[[ DATA FOR THIS TASK open ]]

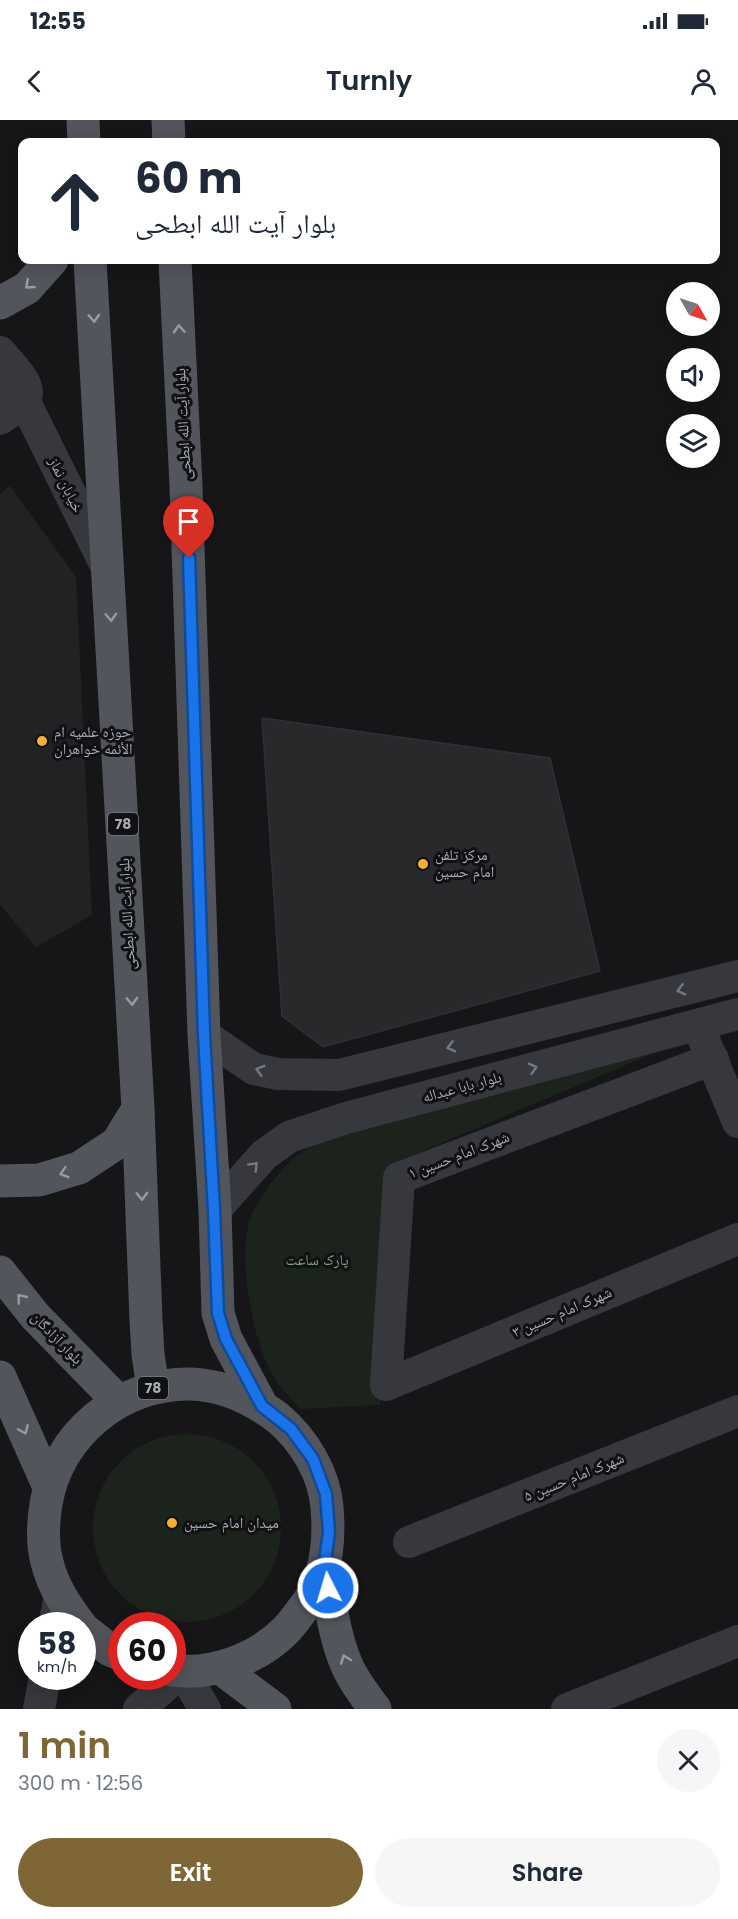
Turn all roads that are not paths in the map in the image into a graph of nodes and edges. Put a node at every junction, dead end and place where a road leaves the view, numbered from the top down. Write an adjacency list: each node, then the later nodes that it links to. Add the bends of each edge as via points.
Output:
1 (83, 120): 3 (main road)
2 (168, 120): 4 (main road)
3 (84, 138)
4 (170, 138)
5 (48, 264): 8 (main road, one-way to 8, via 27,288)
6 (90, 264): 12 (main road, بلوار آیت الله ابطحی / 78, one-way to 12)
7 (175, 264): 16 (main road, بلوار آیت الله ابطحی / 78, one-way to 7, via 187,498)
8 (0, 303)
9 (0, 352): 10 (street, خیابان نماز, via 25,382 27,395)
10 (12, 390): 11 (street); 12 (street, خیابان نماز)
11 (0, 419)
12 (108, 570): 19 (main road, بلوار آیت الله ابطحی / 78, one-way to 19)
13 (738, 976): 18 (street, one-way to 18)
14 (738, 1014): 15 (street, بلوار بابا عبداله)
15 (697, 1025): 17 (street); 20 (street, بلوار بابا عبداله, one-way to 15)
16 (204, 1035): 18 (street, one-way to 16, via 278,1074 254,1069); 23 (main road, بلوار آیت الله ابطحی / 78)
17 (712, 1059): 21 (street); 27 (street, شهرک امام حسین ۱, via 399,1178)
18 (339, 1075): 20 (street)
19 (138, 1110): 22 (main road, one-way to 22, via 117,1143 79,1168 39,1180); 28 (main road, بلوار آیت الله ابطحی / 78, one-way to 28, via 146,1320)
20 (346, 1118): 23 (street, بلوار بابا عبداله, one-way to 20, via 264,1155 289,1137)
21 (738, 1122)
22 (0, 1181)
23 (214, 1210): 30 (main road, بلوار آیت الله ابطحی / 78, via 218,1313 226,1339)
24 (738, 1239): 27 (street, شهرک امام حسین ۳)
25 (0, 1272): 29 (main road, بلوار آزادگان, one-way to 25, via 35,1316)
26 (0, 1377): 32 (main road, one-way to 32)
27 (386, 1385)
28 (153, 1388): 29 (main road, 78); 30 (main road, 78, via 191,1384 228,1390)
29 (118, 1401): 32 (main road, 78, via 88,1424 64,1453)
30 (262, 1406): 34 (main road, 78, via 291,1429 313,1459 326,1494 329,1532)
31 (738, 1411): 33 (street, شهرک امام حسین ۵)
32 (49, 1487): 35 (main road, 78, via 43,1524)
33 (409, 1542)
34 (324, 1569): 39 (main road, 78, via 308,1603 284,1632 254,1654); 48 (main road, 78, one-way to 34, via 348,1669)
35 (57, 1611)
36 (96, 1638): 38 (main road, 78)
37 (738, 1641): 49 (street)
38 (108, 1648)
39 (219, 1667): 40 (main road, 78); 47 (main road)
40 (186, 1670)
41 (186, 1683): 46 (street)
42 (43, 1690): 44 (street)
43 (158, 1690): 45 (street)
44 (39, 1709)
45 (139, 1709)
46 (205, 1709)
47 (275, 1709)
48 (375, 1709)
49 (567, 1709)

[[ DATA FOR THIS TASK closed ]]

TASK DESCRIPTION:
Lines in the listing above that contain the word "شهرک" must be copied; leave out the rest.

COMPLETED TASK:
17 (712, 1059): 21 (street); 27 (street, شهرک امام حسین ۱, via 399,1178)
24 (738, 1239): 27 (street, شهرک امام حسین ۳)
31 (738, 1411): 33 (street, شهرک امام حسین ۵)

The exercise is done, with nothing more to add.